### WORK REQUEST
Scan the data for "Paxtakor" and copy each matching line.
═══ WORKING DATA ═══
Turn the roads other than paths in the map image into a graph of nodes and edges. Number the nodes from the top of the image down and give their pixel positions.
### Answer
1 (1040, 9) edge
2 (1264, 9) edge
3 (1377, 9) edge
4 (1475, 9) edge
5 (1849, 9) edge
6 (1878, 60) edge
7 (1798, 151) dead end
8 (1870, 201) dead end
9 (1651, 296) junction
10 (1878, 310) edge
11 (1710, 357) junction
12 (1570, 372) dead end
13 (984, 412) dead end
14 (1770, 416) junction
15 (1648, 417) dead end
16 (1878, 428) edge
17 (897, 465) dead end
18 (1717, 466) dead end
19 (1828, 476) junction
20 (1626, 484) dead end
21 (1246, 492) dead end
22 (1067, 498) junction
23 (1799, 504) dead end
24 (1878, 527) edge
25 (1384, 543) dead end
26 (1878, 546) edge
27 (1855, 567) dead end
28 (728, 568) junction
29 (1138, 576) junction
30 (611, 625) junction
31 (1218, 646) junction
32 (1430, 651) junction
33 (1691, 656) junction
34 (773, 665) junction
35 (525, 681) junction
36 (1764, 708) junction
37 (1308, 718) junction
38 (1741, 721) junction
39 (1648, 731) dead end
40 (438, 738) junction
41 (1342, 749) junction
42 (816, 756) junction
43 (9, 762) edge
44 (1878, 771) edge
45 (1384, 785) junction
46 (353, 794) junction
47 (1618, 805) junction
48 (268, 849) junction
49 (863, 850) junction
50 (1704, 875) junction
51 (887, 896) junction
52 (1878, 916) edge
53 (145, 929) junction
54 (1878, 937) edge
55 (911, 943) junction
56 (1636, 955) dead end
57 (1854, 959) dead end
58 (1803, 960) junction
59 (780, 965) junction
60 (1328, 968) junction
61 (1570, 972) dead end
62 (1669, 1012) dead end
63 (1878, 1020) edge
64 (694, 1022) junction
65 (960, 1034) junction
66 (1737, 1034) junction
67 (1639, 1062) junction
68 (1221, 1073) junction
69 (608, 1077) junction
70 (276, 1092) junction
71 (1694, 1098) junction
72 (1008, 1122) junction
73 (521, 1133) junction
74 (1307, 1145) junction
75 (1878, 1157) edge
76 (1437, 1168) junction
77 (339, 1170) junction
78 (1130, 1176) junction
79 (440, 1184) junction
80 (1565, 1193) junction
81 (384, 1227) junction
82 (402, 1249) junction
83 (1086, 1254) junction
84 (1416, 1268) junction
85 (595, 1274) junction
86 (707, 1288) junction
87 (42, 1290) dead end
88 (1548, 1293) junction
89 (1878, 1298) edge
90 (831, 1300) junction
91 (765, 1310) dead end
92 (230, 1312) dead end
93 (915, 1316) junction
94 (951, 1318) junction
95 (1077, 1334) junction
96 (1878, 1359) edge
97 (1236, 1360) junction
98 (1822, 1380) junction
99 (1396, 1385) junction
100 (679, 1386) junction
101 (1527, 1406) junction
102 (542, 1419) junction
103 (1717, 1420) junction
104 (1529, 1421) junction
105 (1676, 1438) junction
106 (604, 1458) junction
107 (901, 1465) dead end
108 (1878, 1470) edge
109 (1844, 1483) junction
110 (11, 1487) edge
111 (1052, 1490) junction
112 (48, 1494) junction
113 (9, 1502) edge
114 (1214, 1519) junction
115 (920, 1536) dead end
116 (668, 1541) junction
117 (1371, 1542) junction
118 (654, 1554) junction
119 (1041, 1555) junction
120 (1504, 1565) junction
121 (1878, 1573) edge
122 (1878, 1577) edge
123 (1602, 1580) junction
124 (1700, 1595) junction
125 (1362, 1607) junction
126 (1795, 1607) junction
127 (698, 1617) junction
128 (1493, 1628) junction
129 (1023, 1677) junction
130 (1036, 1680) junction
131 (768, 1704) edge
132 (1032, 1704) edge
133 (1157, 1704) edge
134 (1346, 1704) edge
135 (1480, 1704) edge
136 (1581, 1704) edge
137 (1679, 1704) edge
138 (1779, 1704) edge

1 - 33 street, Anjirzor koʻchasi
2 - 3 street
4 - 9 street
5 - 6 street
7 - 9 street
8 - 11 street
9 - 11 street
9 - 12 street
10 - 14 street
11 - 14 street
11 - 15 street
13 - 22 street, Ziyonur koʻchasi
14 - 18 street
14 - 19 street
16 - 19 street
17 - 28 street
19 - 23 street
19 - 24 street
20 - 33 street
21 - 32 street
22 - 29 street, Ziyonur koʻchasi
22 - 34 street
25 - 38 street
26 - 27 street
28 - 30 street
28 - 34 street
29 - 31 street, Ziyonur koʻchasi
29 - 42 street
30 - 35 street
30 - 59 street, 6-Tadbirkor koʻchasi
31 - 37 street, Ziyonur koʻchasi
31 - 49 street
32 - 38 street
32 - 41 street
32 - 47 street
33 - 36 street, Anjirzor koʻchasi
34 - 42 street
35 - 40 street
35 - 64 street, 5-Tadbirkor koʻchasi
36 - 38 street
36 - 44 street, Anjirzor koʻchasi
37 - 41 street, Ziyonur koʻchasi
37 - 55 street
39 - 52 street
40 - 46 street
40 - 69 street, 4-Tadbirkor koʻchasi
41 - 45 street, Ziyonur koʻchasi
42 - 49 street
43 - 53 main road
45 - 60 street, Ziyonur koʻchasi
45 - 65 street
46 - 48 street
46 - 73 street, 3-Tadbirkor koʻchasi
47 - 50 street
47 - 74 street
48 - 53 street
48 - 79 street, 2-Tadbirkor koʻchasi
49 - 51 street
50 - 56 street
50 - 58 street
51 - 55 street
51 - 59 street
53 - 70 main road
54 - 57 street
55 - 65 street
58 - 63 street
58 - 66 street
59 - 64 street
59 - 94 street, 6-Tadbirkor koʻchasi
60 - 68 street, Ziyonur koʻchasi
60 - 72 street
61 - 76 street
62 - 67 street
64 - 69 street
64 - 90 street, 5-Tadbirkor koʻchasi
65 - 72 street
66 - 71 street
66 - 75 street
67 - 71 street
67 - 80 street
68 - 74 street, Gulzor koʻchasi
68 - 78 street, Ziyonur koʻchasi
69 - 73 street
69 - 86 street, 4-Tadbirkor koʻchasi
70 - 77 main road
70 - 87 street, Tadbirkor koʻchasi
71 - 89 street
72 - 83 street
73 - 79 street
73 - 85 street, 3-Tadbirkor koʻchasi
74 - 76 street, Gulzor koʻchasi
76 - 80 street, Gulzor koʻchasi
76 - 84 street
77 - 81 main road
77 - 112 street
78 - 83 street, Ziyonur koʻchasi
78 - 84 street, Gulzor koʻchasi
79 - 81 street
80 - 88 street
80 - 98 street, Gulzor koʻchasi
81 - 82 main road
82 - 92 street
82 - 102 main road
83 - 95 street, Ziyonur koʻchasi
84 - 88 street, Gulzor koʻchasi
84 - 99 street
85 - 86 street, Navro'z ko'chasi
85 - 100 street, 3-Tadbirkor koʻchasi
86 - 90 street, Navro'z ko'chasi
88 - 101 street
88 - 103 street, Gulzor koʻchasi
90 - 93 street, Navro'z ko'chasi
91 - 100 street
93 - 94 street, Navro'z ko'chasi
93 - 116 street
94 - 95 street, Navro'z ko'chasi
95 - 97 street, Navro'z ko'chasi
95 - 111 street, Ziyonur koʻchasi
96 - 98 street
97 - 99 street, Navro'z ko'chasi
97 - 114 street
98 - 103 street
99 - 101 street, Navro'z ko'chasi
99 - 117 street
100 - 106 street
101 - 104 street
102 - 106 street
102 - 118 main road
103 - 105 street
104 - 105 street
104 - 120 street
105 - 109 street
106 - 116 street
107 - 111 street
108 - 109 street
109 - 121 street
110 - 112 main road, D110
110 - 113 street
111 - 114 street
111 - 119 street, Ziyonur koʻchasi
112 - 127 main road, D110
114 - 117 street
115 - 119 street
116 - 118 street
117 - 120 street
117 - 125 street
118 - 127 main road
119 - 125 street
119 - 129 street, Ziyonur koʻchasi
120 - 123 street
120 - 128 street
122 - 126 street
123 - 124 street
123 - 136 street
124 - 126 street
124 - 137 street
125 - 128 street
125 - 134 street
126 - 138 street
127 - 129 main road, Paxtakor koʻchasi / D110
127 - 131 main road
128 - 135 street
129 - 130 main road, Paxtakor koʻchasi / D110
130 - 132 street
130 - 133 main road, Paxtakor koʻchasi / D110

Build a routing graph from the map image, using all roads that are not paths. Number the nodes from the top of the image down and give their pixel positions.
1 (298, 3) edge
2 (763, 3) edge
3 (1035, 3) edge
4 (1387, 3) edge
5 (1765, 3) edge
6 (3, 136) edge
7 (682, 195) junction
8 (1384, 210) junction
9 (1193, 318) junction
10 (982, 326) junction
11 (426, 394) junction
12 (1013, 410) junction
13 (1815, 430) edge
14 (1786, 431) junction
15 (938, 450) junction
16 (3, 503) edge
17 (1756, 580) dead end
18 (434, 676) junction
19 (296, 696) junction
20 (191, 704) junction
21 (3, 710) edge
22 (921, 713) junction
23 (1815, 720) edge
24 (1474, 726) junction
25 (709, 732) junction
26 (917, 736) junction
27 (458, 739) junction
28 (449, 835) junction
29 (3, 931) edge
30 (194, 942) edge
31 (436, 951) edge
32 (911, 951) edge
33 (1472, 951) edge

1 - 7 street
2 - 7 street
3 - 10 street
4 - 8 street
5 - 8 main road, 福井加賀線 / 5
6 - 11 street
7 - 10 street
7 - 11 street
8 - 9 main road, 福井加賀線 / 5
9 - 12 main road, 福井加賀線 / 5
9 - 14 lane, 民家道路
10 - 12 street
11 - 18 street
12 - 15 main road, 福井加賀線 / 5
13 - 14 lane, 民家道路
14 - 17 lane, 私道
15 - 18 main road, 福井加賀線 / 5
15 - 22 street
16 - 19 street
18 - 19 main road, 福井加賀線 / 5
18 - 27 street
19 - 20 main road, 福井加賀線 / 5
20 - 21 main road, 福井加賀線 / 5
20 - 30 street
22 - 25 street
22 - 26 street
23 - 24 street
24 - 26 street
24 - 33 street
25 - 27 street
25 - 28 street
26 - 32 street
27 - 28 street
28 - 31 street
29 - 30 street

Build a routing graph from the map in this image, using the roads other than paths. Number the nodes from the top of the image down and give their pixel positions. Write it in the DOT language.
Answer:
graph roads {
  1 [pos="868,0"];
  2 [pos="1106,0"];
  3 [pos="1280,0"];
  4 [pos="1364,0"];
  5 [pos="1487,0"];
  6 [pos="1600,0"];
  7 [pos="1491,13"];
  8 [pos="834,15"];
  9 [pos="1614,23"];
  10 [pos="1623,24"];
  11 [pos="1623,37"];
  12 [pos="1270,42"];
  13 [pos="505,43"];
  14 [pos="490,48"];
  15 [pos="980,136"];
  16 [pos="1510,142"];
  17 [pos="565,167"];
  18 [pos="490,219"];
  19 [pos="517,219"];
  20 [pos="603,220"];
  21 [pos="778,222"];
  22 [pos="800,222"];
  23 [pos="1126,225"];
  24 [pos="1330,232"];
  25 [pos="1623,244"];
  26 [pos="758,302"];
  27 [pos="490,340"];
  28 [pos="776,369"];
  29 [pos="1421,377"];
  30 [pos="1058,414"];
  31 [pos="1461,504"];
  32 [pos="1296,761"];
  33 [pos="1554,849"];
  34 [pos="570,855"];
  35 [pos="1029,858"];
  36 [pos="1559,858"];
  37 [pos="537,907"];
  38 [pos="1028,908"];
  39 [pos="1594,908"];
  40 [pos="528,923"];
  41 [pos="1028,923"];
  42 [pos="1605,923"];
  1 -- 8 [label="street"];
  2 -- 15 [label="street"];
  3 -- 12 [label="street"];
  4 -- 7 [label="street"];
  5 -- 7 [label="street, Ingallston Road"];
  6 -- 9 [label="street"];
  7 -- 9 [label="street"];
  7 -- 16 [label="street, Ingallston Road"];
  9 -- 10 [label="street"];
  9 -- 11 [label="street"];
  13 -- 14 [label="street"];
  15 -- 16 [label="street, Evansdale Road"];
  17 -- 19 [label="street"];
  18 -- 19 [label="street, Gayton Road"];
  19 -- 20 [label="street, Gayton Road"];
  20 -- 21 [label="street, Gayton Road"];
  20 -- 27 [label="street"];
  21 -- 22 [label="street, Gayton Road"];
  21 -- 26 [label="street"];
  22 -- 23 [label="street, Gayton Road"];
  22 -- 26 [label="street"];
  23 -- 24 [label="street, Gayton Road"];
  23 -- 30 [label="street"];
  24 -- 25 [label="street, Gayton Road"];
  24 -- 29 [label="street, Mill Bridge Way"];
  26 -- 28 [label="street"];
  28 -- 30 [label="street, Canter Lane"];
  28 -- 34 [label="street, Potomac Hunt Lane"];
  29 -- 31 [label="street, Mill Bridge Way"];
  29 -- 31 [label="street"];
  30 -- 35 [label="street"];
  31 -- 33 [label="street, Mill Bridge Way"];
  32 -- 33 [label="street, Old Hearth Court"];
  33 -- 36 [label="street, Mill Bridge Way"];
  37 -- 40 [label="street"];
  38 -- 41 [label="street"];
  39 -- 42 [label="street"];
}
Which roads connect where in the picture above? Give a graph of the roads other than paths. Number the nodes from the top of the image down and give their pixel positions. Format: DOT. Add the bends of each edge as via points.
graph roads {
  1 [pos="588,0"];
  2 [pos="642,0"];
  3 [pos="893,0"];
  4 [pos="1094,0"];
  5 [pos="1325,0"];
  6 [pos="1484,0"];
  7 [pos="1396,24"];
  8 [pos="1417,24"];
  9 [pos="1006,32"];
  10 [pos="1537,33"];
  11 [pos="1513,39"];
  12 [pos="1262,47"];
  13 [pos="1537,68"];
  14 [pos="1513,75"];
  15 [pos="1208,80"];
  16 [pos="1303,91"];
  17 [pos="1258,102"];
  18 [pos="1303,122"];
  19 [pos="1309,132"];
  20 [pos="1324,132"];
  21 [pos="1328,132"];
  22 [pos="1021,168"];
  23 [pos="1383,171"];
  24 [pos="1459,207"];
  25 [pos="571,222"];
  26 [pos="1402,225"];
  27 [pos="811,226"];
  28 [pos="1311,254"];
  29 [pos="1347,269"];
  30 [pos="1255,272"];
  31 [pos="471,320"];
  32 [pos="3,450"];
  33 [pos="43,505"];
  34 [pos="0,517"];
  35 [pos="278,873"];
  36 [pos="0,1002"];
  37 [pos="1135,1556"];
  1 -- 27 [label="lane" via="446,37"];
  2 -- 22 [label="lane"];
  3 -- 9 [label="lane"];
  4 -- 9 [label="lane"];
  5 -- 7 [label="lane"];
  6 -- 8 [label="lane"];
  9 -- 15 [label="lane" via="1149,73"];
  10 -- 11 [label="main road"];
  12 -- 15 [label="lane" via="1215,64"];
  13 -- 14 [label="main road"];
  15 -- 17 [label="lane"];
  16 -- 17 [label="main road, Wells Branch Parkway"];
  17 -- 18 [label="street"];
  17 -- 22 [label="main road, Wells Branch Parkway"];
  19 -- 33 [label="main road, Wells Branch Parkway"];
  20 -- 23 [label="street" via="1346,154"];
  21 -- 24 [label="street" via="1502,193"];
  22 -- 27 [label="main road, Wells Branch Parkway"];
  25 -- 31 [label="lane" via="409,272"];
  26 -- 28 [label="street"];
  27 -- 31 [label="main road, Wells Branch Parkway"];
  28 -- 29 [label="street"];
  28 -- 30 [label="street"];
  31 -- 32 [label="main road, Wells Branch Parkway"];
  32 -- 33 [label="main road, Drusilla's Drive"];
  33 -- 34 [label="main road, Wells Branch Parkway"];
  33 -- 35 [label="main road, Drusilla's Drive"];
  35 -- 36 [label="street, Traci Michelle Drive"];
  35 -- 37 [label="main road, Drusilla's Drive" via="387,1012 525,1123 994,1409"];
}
═══
### ANSWER BOX
127 - 129 main road, Paxtakor koʻchasi / D110
129 - 130 main road, Paxtakor koʻchasi / D110
130 - 133 main road, Paxtakor koʻchasi / D110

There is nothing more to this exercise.